A Powerful Action Against Climate Change
By Fran Putnam
CLIMATE CHANGE has been a topic I could not bear to think about for many years. The enormity of the problem had me paralyzed with despair. When I became a grandmother in 2006, I realized that the bright future I envision for my grandchildren is seriously threatened by our changing climate. It suddenly meant a lot more to me that so little time remains to influence climate change, so I vowed to change my passive attitude to one of active engagement.
In October 2011, I started an energy committee in my small town of Weybridge, Vermont. We set a clear goal—to lower our town’s carbon footprint. In 2013, we decided to focus on one of Vermont’s most powerful actions against climate
change: making our leaky homes and buildings more energy efficient. We enrolled Weybridge in the Vermont Home Energy Challenge; a yearlong competition to weatherize 3% of homes in participating towns. Five $10,000 awards were reserved for the top finishers.
Our committee publicized the challenge widely. We completed over 50 free home energy visits, held education programs in the school and at public events distributed information about do-ityourself home weatherization and much more.
Soon, residents began weatherizing their homes. By October, we had met our 3% goal, becoming the first town in Vermont to do so. We also stayed true to a core commitment of ours: helping qualifying neighbors learn about free, low-income weatherization so they could reduce their energy bill burden, be more comfortable in their homes, and devote their limited resources to food, medicine, and other essentials.

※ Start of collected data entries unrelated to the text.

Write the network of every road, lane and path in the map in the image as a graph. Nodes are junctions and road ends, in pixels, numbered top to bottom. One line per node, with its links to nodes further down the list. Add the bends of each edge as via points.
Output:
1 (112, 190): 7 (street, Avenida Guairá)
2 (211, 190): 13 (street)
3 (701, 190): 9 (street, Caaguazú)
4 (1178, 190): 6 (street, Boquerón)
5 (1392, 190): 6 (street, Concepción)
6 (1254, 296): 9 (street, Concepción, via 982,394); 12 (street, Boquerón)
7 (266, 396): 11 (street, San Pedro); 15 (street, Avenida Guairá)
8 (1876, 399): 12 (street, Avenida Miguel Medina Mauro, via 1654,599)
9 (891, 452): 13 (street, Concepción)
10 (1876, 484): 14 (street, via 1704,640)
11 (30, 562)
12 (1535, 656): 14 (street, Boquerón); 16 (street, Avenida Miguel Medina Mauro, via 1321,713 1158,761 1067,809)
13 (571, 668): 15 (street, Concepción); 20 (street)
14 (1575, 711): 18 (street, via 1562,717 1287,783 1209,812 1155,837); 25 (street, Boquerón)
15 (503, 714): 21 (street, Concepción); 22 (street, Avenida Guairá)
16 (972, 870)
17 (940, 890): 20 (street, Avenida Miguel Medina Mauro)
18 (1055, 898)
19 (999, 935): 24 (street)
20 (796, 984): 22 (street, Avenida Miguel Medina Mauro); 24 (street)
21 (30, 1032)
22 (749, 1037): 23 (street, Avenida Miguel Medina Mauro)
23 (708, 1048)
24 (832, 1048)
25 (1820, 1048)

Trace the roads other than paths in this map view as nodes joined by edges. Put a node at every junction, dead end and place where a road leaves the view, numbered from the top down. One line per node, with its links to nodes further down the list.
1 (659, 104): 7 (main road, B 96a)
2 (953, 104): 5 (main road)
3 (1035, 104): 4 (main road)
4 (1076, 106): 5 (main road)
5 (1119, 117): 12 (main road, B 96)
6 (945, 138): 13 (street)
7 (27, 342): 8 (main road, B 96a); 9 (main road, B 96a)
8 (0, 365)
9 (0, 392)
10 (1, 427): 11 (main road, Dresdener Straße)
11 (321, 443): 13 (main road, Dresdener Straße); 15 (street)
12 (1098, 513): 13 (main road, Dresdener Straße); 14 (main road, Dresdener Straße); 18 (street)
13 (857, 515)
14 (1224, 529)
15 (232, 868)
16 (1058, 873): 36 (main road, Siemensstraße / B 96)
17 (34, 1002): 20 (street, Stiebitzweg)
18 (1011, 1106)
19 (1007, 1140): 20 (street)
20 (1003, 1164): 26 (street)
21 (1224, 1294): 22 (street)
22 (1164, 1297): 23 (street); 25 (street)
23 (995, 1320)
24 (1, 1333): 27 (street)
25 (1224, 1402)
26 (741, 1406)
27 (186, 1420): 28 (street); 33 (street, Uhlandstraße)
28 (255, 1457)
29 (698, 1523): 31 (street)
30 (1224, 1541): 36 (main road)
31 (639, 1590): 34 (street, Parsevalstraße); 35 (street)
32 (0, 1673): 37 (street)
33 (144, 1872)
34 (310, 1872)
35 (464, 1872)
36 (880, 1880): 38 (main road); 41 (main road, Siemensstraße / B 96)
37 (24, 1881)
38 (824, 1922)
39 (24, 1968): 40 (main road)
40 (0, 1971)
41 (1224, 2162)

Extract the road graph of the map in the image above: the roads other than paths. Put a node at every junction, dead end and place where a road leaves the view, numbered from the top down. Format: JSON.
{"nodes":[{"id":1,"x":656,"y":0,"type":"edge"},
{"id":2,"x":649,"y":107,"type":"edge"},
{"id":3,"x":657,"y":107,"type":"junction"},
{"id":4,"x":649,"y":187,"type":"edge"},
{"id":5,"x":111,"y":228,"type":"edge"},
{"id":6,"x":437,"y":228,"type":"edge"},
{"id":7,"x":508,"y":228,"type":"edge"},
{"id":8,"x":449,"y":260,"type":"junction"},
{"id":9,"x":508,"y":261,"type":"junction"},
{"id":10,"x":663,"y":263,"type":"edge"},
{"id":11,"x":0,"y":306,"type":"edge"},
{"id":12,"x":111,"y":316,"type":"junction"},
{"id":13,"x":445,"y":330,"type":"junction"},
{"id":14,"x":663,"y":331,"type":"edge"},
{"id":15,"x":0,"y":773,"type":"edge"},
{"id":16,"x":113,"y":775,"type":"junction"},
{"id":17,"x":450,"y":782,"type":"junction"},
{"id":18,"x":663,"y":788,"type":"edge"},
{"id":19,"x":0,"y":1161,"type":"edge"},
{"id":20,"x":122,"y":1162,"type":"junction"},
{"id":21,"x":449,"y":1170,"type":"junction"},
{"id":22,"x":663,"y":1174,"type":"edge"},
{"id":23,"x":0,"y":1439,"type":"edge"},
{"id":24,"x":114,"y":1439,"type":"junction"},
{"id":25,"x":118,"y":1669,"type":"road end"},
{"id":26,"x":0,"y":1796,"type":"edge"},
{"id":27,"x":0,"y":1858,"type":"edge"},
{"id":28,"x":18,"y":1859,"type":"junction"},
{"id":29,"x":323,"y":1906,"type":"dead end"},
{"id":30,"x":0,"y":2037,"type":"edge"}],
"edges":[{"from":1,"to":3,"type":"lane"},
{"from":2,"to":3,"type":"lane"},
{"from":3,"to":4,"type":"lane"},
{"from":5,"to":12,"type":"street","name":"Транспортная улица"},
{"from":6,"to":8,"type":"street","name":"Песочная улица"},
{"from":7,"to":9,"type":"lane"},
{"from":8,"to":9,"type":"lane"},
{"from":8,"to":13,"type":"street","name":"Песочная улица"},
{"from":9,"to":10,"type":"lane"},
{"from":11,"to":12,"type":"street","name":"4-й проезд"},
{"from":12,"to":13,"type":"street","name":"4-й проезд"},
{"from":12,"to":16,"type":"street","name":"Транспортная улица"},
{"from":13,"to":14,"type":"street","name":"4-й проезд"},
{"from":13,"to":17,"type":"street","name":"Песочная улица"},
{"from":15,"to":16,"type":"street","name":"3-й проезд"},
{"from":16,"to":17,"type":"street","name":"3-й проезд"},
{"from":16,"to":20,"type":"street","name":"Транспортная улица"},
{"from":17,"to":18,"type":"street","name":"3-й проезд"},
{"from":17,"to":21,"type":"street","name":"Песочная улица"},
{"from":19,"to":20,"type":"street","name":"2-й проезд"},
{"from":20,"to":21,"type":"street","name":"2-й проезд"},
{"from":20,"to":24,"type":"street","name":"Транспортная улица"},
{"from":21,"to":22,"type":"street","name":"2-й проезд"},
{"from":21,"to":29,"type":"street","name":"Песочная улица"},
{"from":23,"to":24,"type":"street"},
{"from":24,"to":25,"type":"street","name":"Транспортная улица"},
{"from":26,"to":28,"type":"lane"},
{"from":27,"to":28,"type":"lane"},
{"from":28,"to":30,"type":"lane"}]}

Our efforts worked. We helped our friends and neighbors save energy and money, we finished the Challenge at 180% of our goal, and we won that $10,000 award!
While we still bask in our accomplishment, our committee has not sat idle. So much work remains. We need to ensure that all Vermonters’ homes are energy efficient. (While it’s not flashy like solar it’s a powerful carbon-reduction strategy and cost-effective, saving $1000 annually for the average homeowner who undertakes a comprehensive retrofit!)
As a state, we must make much faster progress to reach our goal of weatherizing 80% of our homes by 2050. That will require funding low-income weatherization programs and more support for financial incentives for all homeowners.
This is, of course, challenging, especially in times of fiscal restraint. But the urgency we face is real, and it will never get any easier. So we must each do our part. It also means that it’s time for bold policy action, such as enacting a carbon tax. A price on pollution could serve as a funding source for efficiency and renewable energy programs and a powerful incentive for citizens to reduce fossil fuel use.
I know my efforts as a climate activist are small compared to the size of the problem, but I believe in the power of collective action. When those who care about our planet’s future work together, we can be a powerful force for change.
Fran Putnam is the chair of the Weybridge Energy Committee, which recently was awarded the Vermont Governor’s Award for Environmental Excellence.